- **EXERCISE PROMPT**: Determine how many lines in the following listing include "Contact". Respond with that number only.

- **INPUT DATA**:
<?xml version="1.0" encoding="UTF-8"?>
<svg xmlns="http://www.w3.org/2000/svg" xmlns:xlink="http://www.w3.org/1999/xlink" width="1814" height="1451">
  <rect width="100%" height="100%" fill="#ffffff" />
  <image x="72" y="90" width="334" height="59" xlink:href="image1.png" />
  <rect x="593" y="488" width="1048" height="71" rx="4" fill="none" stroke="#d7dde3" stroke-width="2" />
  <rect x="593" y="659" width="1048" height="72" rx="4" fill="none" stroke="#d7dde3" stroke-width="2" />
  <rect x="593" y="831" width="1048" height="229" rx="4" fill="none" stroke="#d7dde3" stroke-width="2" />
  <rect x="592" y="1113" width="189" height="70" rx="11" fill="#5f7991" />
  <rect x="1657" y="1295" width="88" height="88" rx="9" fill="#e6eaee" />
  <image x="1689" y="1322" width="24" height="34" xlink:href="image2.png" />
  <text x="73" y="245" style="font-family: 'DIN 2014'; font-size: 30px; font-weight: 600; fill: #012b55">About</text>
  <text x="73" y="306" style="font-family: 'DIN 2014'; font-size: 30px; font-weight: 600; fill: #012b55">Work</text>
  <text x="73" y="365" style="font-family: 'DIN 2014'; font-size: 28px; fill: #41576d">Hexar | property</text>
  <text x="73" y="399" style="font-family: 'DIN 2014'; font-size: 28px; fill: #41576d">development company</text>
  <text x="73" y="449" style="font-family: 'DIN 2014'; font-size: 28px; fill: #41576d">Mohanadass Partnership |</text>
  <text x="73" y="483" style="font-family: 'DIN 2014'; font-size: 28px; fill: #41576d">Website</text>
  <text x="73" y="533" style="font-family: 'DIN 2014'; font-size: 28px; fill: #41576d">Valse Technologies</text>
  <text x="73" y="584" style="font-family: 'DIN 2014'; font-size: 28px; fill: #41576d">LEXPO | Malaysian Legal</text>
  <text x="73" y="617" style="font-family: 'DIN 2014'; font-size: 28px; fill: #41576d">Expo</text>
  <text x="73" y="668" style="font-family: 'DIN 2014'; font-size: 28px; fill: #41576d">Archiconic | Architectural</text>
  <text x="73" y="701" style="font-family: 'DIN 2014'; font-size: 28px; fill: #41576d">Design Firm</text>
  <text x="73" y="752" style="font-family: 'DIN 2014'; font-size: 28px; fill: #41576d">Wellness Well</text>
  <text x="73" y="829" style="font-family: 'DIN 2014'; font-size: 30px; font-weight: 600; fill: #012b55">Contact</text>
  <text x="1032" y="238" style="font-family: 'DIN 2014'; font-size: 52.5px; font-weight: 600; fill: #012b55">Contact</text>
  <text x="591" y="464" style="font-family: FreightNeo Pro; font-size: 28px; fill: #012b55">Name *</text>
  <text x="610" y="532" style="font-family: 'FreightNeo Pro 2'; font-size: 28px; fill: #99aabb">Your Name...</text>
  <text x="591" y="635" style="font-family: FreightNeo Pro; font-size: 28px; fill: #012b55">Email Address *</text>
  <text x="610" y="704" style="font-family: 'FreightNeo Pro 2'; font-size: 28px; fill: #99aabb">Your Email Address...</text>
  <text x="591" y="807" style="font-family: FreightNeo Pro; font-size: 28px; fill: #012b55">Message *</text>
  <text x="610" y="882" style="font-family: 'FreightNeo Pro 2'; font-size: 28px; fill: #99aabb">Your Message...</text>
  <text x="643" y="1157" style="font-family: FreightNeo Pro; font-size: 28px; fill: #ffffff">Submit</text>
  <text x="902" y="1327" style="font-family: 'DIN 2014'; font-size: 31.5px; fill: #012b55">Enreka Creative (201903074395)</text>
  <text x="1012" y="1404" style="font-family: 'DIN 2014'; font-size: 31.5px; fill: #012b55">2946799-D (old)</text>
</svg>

- **EXERCISE OUTPUT**: 2